Gedenken an die Opfer der Schlacht von Ohamakari und des Völkermords in Namibia 1904-1908

GEDENKPROGRAMM

  • Grußwort Björn Fecker (Bürgermeister, Senator für Finanzen)
  • Vortrag Silke Seybold: Über postkoloniale Provenienzforschung und die Frage der Rückgabe. Ein Blick auf die Herero-Sammlung aus Namibia im Übersee-Museum Bremen
  • Worte des Gedenkens Manfred Hinz
  • Schweigeminute und Blumenniederlegung

Moderation: Virginie Kamché (Afrika-Netzwerk , Vorsitzende Landesdekolonisierungsbeirat Bremen)
„Alles, was an die alten Zeiten erinnerte, ist verloren gegangen – für immer.“ Diese klare Aussage machte Kaufmann Hälbich 1908 gegenüber dem Museum, als er eine Herero-Sammlung anlegen sollte. Wie kamen die gut 300 Gegenstände der Herero nach Bremen? Wie geht man heute damit um? Ausgehend von diesem Beispiel wird die Ethnologin Silke Seybold (Kuratorin Afrika am Übersee-Museum Bremen) die postkoloniale Provenienzforschung vorstellen und über die Frage der Rückgabe sprechen.
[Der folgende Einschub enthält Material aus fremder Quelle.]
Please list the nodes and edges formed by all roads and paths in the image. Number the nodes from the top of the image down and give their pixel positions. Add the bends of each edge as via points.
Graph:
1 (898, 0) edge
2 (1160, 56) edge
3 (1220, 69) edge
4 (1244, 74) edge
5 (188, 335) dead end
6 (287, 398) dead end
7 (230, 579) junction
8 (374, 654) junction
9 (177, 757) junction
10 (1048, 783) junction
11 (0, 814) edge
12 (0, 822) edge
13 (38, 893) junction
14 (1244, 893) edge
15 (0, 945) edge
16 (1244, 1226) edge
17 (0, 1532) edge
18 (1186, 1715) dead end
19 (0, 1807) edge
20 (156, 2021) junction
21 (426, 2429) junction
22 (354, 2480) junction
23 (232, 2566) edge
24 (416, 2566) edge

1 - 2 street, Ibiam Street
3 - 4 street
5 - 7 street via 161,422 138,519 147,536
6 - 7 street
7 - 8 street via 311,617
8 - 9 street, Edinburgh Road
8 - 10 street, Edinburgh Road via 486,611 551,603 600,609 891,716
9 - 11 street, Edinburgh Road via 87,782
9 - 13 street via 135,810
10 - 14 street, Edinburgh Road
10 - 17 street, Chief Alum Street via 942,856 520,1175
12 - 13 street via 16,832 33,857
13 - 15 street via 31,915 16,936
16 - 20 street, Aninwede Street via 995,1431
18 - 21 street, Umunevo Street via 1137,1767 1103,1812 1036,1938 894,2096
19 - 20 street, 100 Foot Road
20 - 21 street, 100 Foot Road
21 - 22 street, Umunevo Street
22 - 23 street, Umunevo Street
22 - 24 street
Veranstalter: Landeszentrale für politische Bildung Bremen, Senatskanzlei, Der Senator für Kultur, Verein „Der Elefant!“ e.V., Afrika Netzwerk Bremen, Bremer Afrika-Archiv e.V. in Zusammenarbeit mit dem Kulturladen Huchting und der LAG Selbsthilfe Bremen e.V.

Ort: Mahnmal für die Opfer der Schlacht von Ohamakari und des Völkermords in Namibia, Nelson-Mandela-Park (Grünanlage an der Gustav-Deetjen-Allee)
Die Gedenkfeier steht unter der Schirmherrschaft von Bürgermeister Dr. Andreas Bovenschulte, Präsident des Senats.